__PROBLEM DETAILS__:
Output only the lines of the entries that follow, starting at the one with "thumb mcp: (273, 294)" and running down to the one with "ring dip: (228, 193)", both included and unchanged.

__EXERCISE DATA__:
::::::

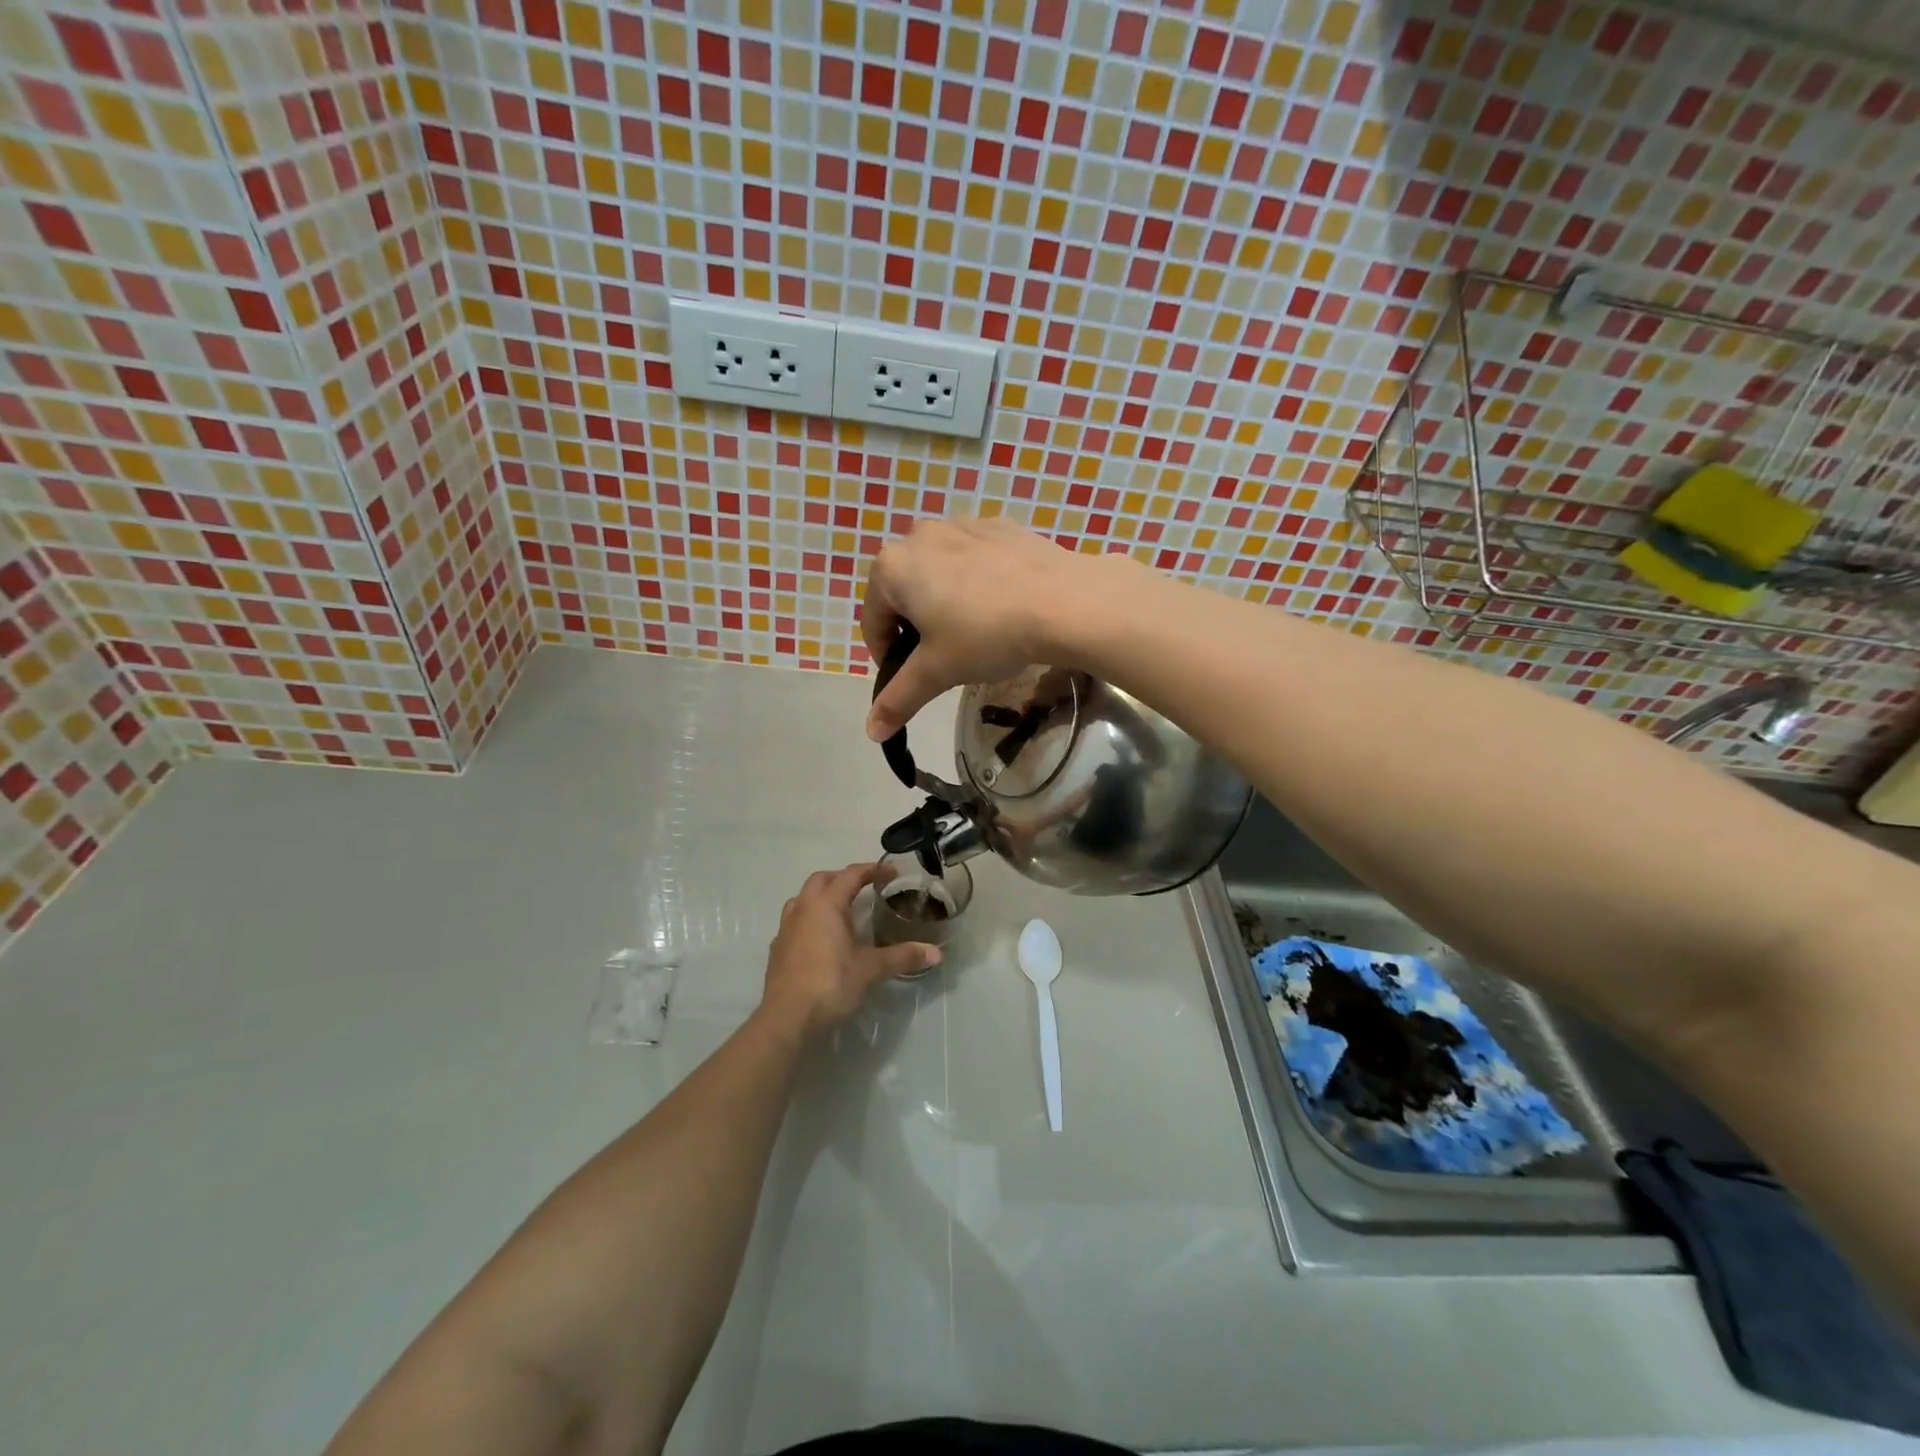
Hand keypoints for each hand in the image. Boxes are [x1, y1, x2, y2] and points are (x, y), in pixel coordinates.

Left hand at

::::::

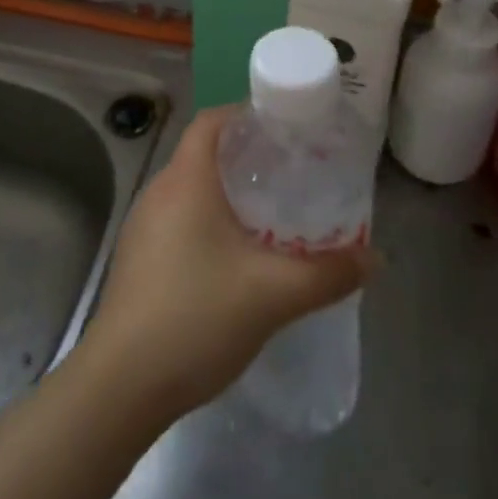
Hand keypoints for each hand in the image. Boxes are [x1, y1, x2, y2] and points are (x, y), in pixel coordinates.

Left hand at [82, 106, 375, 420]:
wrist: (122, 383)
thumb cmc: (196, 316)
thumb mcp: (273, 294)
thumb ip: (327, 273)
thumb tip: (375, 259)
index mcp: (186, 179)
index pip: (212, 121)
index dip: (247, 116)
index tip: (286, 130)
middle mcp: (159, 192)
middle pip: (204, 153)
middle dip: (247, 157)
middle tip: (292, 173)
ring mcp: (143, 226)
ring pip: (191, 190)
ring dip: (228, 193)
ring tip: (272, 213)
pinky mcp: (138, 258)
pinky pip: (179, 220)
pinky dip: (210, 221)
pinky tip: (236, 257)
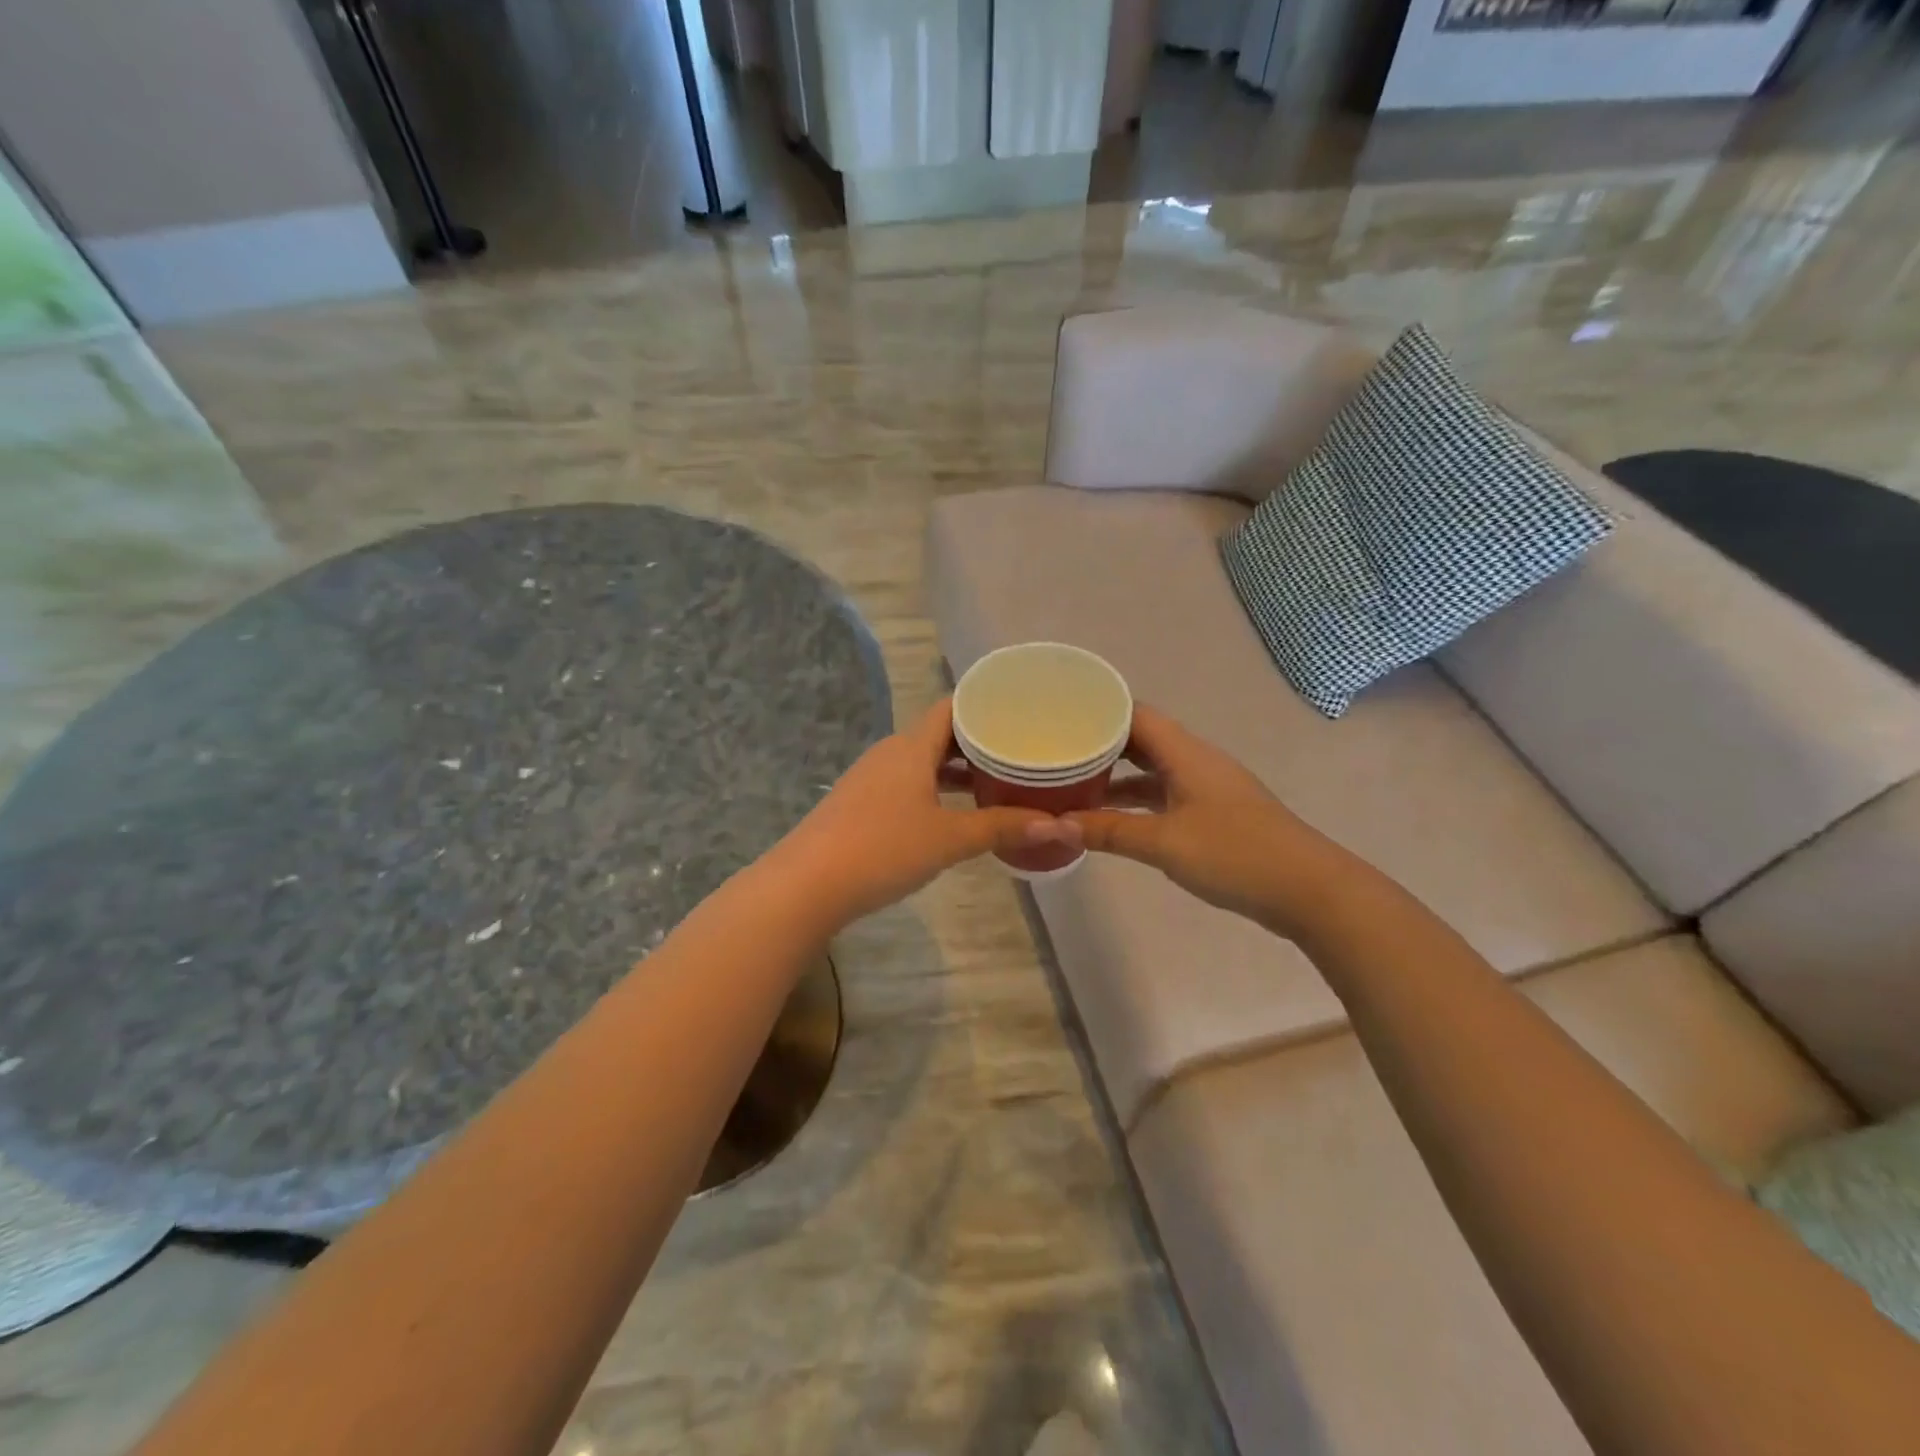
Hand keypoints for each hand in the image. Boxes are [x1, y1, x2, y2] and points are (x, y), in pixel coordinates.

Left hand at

::::::

__SOLUTION TO THIS TASK__:
thumb mcp: (273, 294)
thumb ip: (327, 273)
thumb tip: (375, 259)
index mcp: (186, 179)
index pip: (212, 121)
index dip: (247, 116)
index tip: (286, 130)
middle mcp: (159, 192)
middle pip: (204, 153)
middle dip: (247, 157)
middle tip: (292, 173)
ring mcp: (143, 226)
ring pip: (191, 190)
ring dip: (228, 193)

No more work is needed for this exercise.